À la fin des années 2000, j'étais également membre d'un club de lecture lesbien. Nous nous réunissions fréquemment pour discuter de livres, socialiser et entrer en contact avec notre communauté. Nous avions des discussions très variées sur nos vies, nos expériences et, bien sûr, sur les livres. Au nom de l'inclusion, un homme transgenre a été accepté dans le groupe, avec le soutien et la compréhension de tous. Il est très vite apparu que cette personne ne lisait pas les livres, qu'elle dominait les conversations et que ses propos étaient souvent déplacés. Il se montrait ouvertement sexuel et exerçait des pressions sexuelles sur un certain nombre de femmes du groupe. Au bout d'un certain temps, le groupe de lecture lesbien a été dissous et j'ai perdu un autre lien avec ma communauté. Ces expériences sont partagées par d'innombrables femmes qui n'osent pas s'exprimer de peur d'être qualifiées de transphobes. Les femmes qui s'expriment sont exclues des groupes sociaux, ostracisées dans leur communauté et interdites d'accès aux médias sociaux.

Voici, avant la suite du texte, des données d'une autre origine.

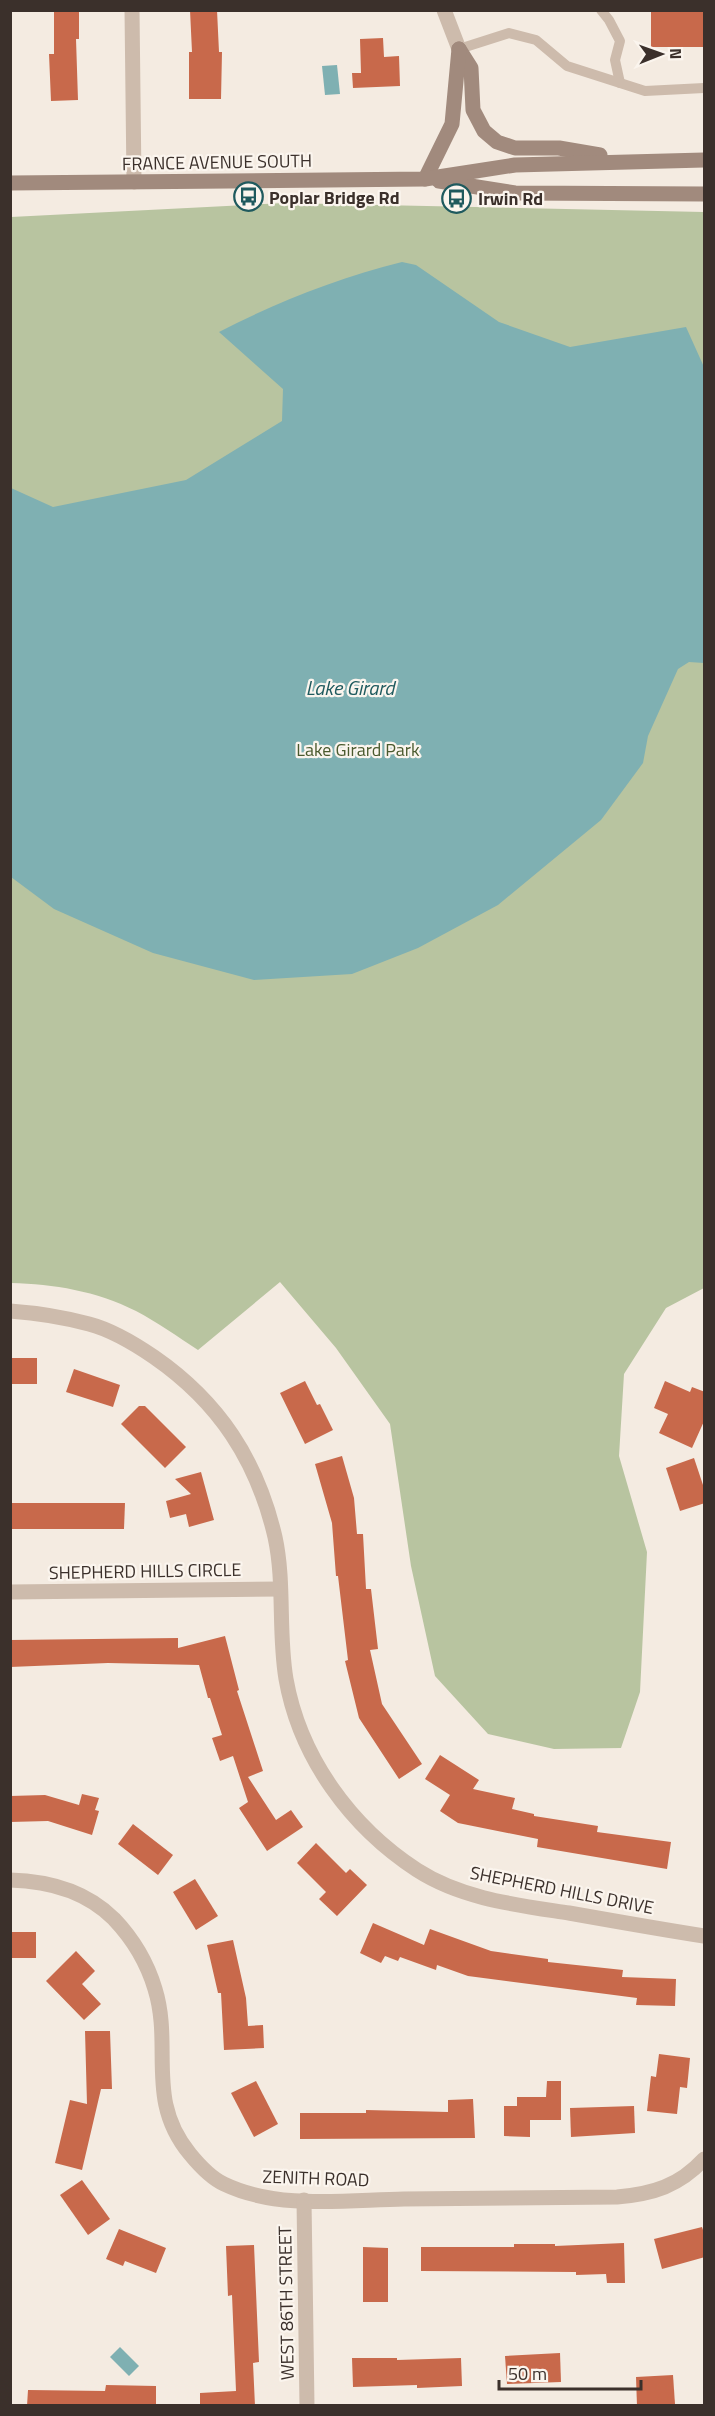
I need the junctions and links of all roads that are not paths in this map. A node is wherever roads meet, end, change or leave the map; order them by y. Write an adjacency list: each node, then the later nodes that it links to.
1 (132, 10): 10 (street)
2 (444, 10): 4 (street)
3 (601, 10): 5 (lane)
4 (459, 49): 5 (lane); 8 (main road); 9 (main road)
5 (620, 83): 6 (lane)
6 (705, 88)
7 (705, 160): 8 (main road, FRANCE AVENUE SOUTH)
8 (630, 161): 9 (main road, FRANCE AVENUE SOUTH)
9 (424, 179): 10 (main road, FRANCE AVENUE SOUTH); 12 (main road, FRANCE AVENUE SOUTH)
10 (134, 182): 11 (main road, FRANCE AVENUE SOUTH)
11 (10, 183)
12 (705, 194)
13 (10, 1311): 14 (street, SHEPHERD HILLS DRIVE)
14 (280, 1589): 15 (street, SHEPHERD HILLS CIRCLE); 17 (street, SHEPHERD HILLS DRIVE)
15 (10, 1592)
16 (10, 1880): 19 (street, ZENITH ROAD)
17 (705, 1936)
18 (705, 2159): 19 (street, ZENITH ROAD)
19 (304, 2200): 20 (street, WEST 86TH STREET)
20 (307, 2406)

C'est avec une ironie amère que je constate que la législation qui m'a protégée de la discrimination dans toute une série de domaines de la vie publique est aujourd'hui utilisée comme un outil de discrimination à mon encontre. Le fait que les lesbiennes n'aient pas pu se réunir sans la présence d'hommes dans l'État de Victoria depuis 20 ans est régressif et profondément homophobe. Cela fait de moi une contrevenante à la loi qui jouissait d'une plus grande liberté d'association lorsque l'homosexualité était illégale. Le fait que cette mesure soit prise au nom de l'« inclusion » la rend d'autant plus flagrante. N'importe quel homme effrayant peut actuellement s'identifier comme lesbienne et s'introduire légalement dans les espaces lesbiens qui devraient être exempts de regards et de larcins masculins. Nous avons le droit de jouir d'une amitié, d'une communauté et d'une intimité exemptes de cette attente et de cette intrusion coercitives.
Les lesbiennes ont droit à la liberté d'association, quoi qu'en dise l'État. Vous pouvez légiférer contre nous, vous pouvez nous vilipender et nous traiter de tous les noms. Vous pouvez nous menacer et nous priver de nos moyens de subsistance. Ce sont toutes des choses que notre communauté a endurées par le passé et qu'elle endure aujourd'hui, mais vous ne nous empêcherez jamais de nous réunir sans la présence d'hommes.
"Les colonisateurs utilisent toujours des armes idéologiques. Que cette idéologie soit la religion, la philanthropie, une 'mission civilisatrice' ou autre, elle est destinée à masquer la véritable intention de l'invasion. Cette intention est toujours de pacifier le peuple envahi et de le convaincre que la colonisation est pour son bien ».
Anne Summers, Les putes damnées et la police de Dieu, 1975.